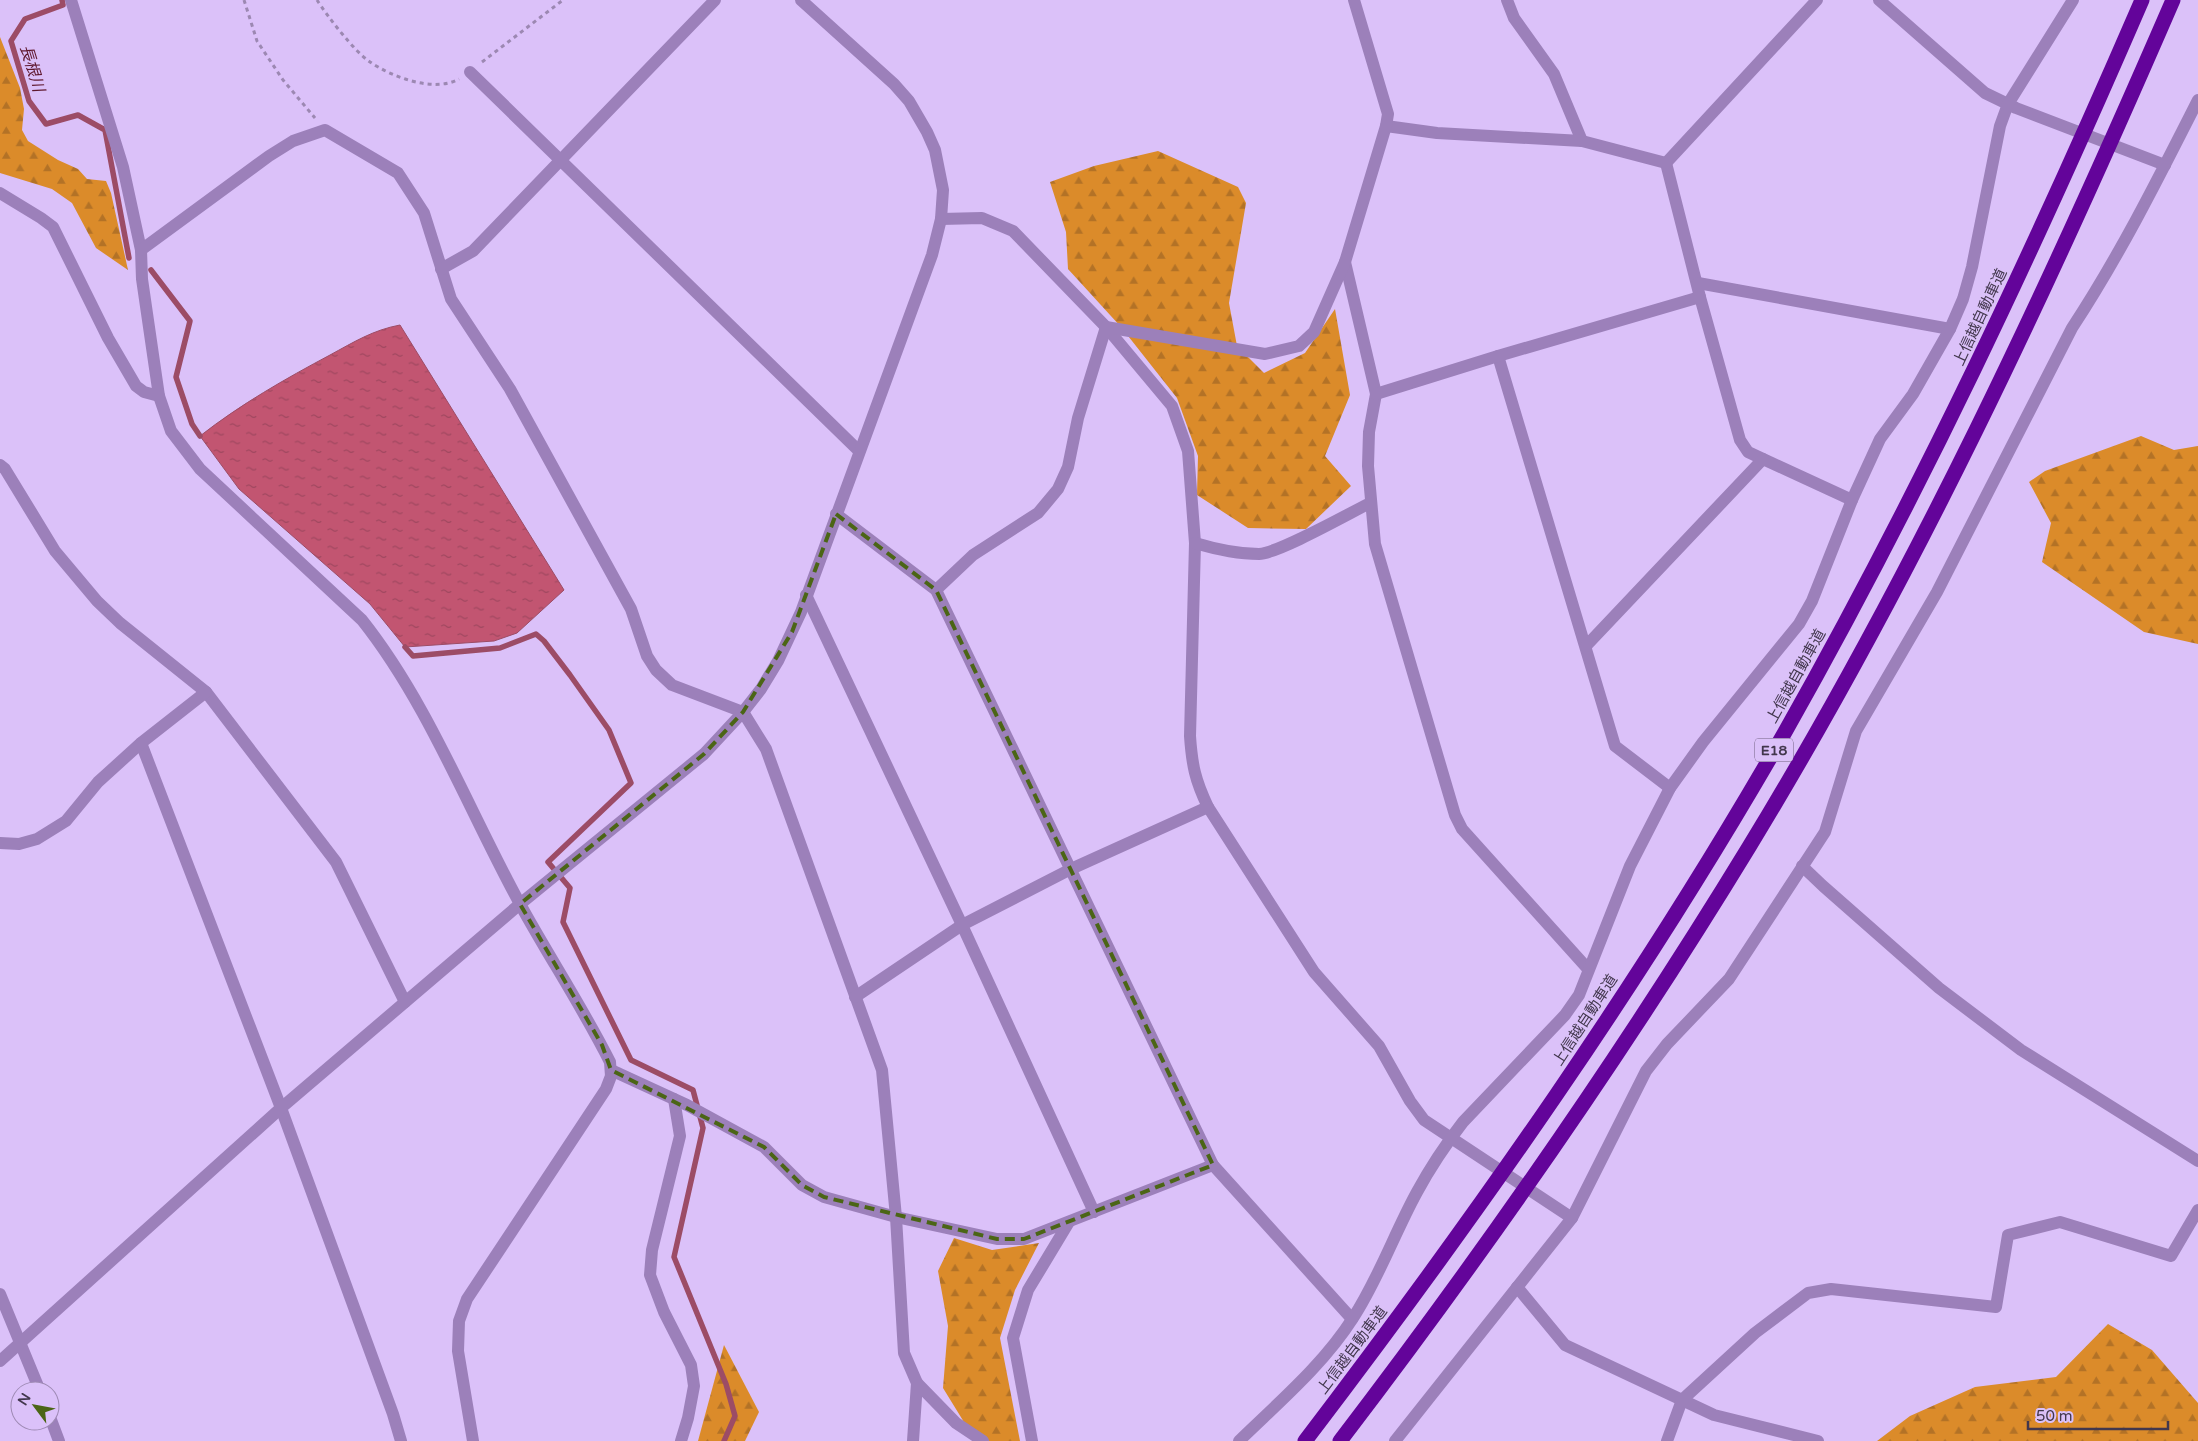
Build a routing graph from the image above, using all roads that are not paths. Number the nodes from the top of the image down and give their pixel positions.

---

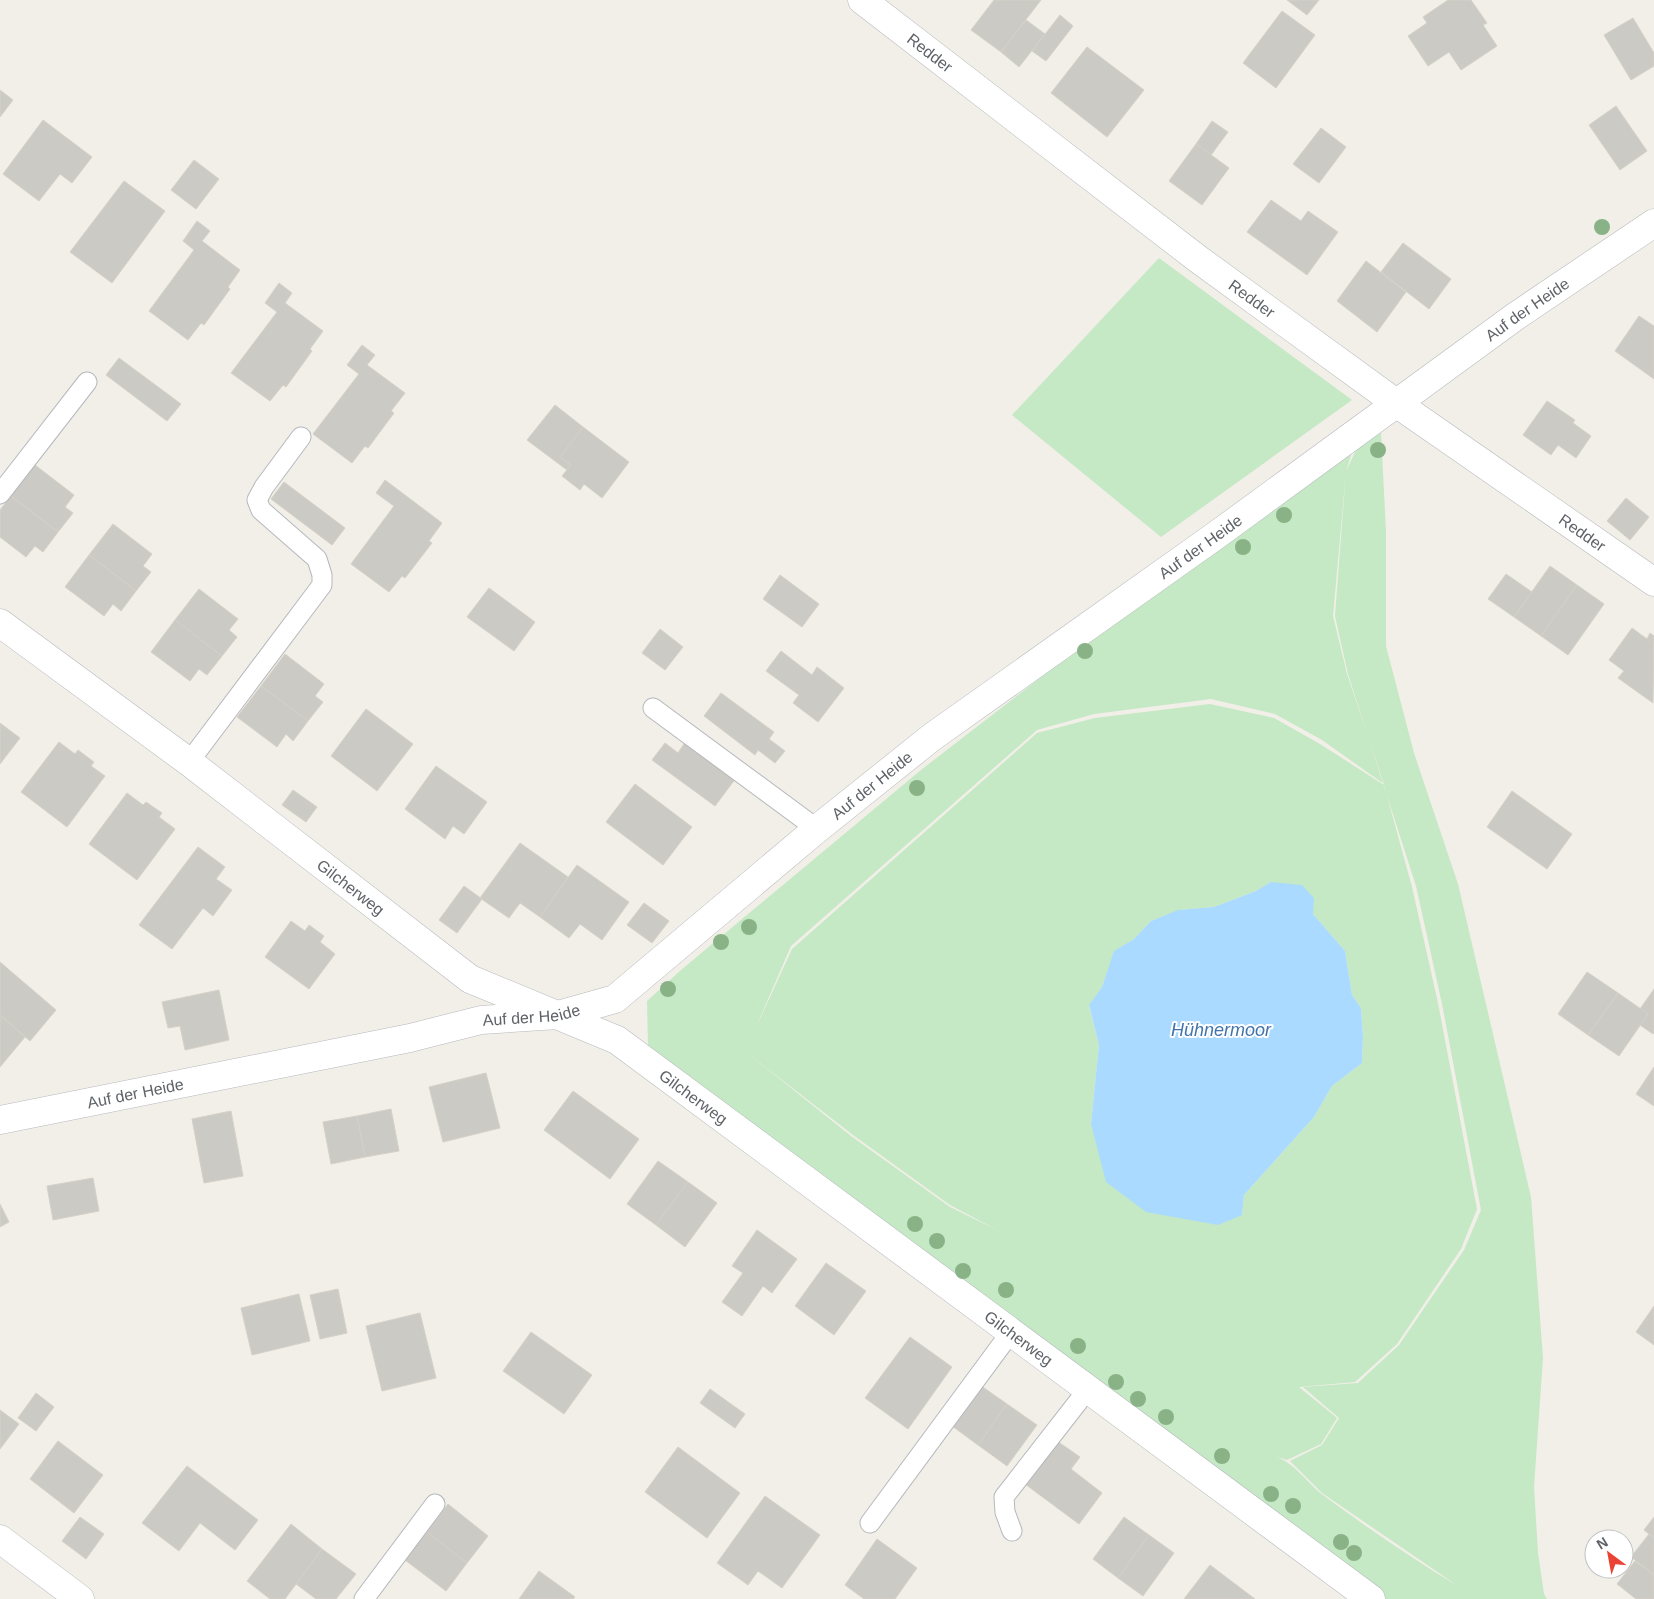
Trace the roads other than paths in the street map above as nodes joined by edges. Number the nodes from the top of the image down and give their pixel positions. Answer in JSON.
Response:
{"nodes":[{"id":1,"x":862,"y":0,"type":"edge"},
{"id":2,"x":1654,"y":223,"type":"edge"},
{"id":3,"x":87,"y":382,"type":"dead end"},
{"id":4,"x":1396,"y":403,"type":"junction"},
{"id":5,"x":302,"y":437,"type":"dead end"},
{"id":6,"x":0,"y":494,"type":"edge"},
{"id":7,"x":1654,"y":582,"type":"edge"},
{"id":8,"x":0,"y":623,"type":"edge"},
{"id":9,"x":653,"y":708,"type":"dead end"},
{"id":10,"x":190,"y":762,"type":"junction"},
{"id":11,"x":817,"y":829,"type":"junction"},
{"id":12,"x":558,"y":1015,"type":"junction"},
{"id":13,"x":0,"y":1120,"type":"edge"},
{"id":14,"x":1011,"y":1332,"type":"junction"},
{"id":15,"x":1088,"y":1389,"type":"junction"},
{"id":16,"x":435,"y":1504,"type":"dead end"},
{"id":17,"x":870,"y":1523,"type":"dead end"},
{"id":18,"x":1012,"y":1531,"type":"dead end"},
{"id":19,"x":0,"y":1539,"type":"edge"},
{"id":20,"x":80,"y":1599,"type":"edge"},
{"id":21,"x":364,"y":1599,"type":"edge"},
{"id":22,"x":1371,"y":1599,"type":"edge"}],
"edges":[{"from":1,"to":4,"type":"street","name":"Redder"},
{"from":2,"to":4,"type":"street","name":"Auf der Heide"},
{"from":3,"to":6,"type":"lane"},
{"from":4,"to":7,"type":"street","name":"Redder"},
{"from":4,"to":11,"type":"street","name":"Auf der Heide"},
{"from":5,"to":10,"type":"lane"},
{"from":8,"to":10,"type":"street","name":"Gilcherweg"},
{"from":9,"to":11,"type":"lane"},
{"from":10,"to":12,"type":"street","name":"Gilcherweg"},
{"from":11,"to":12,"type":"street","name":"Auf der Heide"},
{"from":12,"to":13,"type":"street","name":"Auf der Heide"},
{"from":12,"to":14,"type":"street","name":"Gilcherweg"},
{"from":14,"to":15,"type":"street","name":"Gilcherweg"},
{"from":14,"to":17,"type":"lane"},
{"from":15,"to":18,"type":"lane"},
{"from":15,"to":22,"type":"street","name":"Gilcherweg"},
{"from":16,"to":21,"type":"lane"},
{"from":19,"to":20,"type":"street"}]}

[PROBLEM TO WORK ON]:
From the records above, return each line where "down" occurs.

[OUTPUT FOR THIS EXERCISE]:
Build a routing graph from the image above, using all roads that are not paths. Number the nodes from the top of the image down and give their pixel positions.
Trace the roads other than paths in the street map above as nodes joined by edges. Number the nodes from the top of the image down and give their pixel positions. Answer in JSON.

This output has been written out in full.